4. You're right. Insurance companies can calculate the odds that you'll lose your home, wreck your car, or get disabled. Chances are slim. But what are the chances that you'll die? So, the question changes from "if" to "when". And correct, you can lose a lot of money, if it is not utilized correctly. Life Insurance, can be a tool of production and not just an expense.
Posted by: sow | April 01, 2008 at 10:19 AM
Sow --
I think you're trying to NOT understand the issue just to make a point of some sort, so I'm passing on addressing your questions. If you REALLY want to know the answers, work on them with Google.
Posted by: FMF | April 01, 2008 at 10:29 AM
Do I need to calculate and make a decision alone or should I discuss with financial advisor and let him calculate for me?
Great article anyway.
Posted by: Tabuxander | April 07, 2008 at 11:31 AM
Tax --
I did it myself, but if you don't feel comfortable on your own, by all means get some help.
Posted by: FMF | April 07, 2008 at 11:40 AM
I'm looking into getting life insurance now but want to provide for my family well above 7 times gross income. Is it hard to get an insurance company to write a policy for 15-20 times gross yearly income? I'm in my early thrities and in good health. Please get back to me, thanks!

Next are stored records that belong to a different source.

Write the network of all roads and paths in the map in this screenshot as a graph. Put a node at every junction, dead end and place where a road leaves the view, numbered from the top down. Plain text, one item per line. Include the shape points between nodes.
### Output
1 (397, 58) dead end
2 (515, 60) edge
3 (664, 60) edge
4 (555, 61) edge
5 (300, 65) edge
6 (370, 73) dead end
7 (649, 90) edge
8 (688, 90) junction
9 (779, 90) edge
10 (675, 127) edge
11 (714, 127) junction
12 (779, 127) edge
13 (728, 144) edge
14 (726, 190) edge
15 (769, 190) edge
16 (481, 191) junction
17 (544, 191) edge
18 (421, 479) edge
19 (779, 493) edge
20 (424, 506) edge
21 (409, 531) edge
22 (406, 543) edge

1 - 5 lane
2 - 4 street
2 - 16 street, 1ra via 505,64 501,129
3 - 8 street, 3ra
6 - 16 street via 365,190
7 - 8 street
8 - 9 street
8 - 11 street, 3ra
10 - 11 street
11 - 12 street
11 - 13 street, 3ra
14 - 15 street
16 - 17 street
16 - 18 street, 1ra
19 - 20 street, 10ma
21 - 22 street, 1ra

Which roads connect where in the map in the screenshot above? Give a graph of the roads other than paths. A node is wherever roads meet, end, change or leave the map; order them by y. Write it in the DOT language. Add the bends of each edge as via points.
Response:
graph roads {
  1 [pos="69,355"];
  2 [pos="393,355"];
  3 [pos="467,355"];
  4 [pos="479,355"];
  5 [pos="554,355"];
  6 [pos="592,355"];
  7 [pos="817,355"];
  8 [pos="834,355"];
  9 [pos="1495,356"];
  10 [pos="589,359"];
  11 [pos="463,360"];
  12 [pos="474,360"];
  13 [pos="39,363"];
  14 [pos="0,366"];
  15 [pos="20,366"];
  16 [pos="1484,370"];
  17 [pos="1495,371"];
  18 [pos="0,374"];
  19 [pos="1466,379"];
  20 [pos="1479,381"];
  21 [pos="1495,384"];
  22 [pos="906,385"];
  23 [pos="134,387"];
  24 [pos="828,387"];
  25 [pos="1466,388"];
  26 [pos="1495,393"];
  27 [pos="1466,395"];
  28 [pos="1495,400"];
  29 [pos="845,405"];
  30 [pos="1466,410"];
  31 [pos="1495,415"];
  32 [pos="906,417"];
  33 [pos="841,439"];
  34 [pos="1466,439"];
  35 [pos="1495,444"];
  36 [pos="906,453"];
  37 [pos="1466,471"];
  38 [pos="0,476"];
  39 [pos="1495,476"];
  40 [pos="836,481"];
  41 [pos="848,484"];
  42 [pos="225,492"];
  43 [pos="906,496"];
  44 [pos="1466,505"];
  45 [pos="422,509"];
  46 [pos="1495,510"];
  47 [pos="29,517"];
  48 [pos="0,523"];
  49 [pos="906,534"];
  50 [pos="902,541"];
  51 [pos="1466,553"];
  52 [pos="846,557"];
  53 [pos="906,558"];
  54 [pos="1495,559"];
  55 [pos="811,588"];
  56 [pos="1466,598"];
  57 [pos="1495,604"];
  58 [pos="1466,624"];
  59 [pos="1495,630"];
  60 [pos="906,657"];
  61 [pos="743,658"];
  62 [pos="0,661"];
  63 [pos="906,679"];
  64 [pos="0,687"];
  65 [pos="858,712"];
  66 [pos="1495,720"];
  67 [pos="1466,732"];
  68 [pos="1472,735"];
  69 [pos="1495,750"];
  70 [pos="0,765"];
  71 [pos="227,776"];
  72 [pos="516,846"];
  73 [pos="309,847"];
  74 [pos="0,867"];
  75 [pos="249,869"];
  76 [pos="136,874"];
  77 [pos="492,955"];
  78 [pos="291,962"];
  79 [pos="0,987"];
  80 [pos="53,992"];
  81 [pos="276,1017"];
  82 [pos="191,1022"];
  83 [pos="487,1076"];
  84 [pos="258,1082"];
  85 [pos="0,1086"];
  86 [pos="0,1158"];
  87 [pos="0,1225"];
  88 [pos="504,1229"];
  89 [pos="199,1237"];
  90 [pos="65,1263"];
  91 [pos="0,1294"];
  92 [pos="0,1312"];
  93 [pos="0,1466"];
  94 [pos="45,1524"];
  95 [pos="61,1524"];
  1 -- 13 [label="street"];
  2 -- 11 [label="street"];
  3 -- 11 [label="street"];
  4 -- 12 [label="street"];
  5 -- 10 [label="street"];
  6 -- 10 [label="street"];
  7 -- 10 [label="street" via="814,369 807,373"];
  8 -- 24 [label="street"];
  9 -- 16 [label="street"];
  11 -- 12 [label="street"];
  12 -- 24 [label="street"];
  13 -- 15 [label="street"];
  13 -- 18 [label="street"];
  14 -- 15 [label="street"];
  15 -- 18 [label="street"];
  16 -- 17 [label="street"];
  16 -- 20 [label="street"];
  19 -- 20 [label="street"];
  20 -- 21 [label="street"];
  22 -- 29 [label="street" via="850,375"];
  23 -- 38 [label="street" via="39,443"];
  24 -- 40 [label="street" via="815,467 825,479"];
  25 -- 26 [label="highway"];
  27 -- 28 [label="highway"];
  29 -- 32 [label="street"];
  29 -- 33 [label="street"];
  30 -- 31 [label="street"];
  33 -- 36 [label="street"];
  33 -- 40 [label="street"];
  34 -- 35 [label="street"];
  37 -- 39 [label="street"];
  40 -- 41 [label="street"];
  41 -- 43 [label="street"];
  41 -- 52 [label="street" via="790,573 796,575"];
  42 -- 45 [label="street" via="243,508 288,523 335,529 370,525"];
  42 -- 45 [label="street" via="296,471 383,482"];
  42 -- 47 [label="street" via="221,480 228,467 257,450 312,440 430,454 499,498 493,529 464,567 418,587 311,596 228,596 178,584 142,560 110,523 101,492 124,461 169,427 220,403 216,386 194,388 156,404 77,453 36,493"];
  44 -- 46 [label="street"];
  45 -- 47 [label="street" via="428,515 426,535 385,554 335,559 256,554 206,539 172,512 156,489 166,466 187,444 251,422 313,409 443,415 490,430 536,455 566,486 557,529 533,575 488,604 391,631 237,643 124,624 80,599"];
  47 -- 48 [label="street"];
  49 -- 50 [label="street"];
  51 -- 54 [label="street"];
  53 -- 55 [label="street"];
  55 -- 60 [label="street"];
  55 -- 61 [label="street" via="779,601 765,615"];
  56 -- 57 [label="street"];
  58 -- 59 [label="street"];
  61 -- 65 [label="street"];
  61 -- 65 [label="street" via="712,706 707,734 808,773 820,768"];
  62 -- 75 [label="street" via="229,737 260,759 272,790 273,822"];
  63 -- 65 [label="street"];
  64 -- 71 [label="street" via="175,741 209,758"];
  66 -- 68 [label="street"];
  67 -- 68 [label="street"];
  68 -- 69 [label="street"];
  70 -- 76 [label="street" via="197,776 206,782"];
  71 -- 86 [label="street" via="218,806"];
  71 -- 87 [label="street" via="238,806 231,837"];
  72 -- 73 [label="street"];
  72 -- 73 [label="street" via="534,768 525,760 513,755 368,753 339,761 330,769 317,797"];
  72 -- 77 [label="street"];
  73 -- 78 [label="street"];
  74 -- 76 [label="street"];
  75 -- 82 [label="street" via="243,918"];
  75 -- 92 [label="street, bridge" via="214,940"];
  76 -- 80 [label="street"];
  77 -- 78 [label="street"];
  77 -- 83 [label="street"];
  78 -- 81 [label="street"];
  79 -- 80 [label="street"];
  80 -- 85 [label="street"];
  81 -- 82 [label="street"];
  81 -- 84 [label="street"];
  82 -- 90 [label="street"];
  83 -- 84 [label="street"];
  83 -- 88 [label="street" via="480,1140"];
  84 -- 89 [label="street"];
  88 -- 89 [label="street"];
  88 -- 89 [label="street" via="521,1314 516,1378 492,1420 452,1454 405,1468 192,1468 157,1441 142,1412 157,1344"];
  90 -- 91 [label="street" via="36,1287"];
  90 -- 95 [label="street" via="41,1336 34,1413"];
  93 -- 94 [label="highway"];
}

Posted by: water damage restoration | January 14, 2009 at 07:56 PM
I love the introduction of this article. Too many people buy the wrong amount of insurance because they focus on the type of insurance and get it wrong. If consumers stay focused on their goals instead, the type of insurance won't come into play until very late in the game.
@Water Damage It sounds like you intend your life insurance to replace a good part of your income. For someone your age, this is a common goal. Most life insurance companies will not have a problem issuing up to 20 times your income for this purpose. However, run the calculation, you may not need quite that much. Many insurance agents use this exact same method.
Posted by: Aaron @ Clarifinancial | January 14, 2010 at 12:03 PM
this was a great article, very informative. I have been speaking with a rep. from a company (I'd rather not mention the name) and he advised that I get 10-15x my annual income in insurance, you said 7x, so is this guy just trying to make a bigger commision off of me or is he actually doing something good?
Posted by: Tyler | February 24, 2010 at 05:18 PM
Tyler - I would want to know the math behind the 10-15x income, it is possible its right.
I'm 34 and I've got about 22 times my salary. As I've got very little savings right now, my need for insurance is greater. My wife is a SAHM with our 2-yr old daughter, so we needed to replace the majority of my income. If your spouse works, you might need less than I do. It really depends on each persons individual situation.
Posted by: MikeS | February 24, 2010 at 05:28 PM
Great article. I want to get life insurance as i am a SAHM as well, but my husband has several investments plus his 401K that he thinks will be sufficient in lieu of life insurance. While the amount right now is pretty high, it seems risky as the ultimate number depends on the market at the time. Plus, I would get taxed on that in the event I need to tap into it correct? What are your thoughts on this avenue?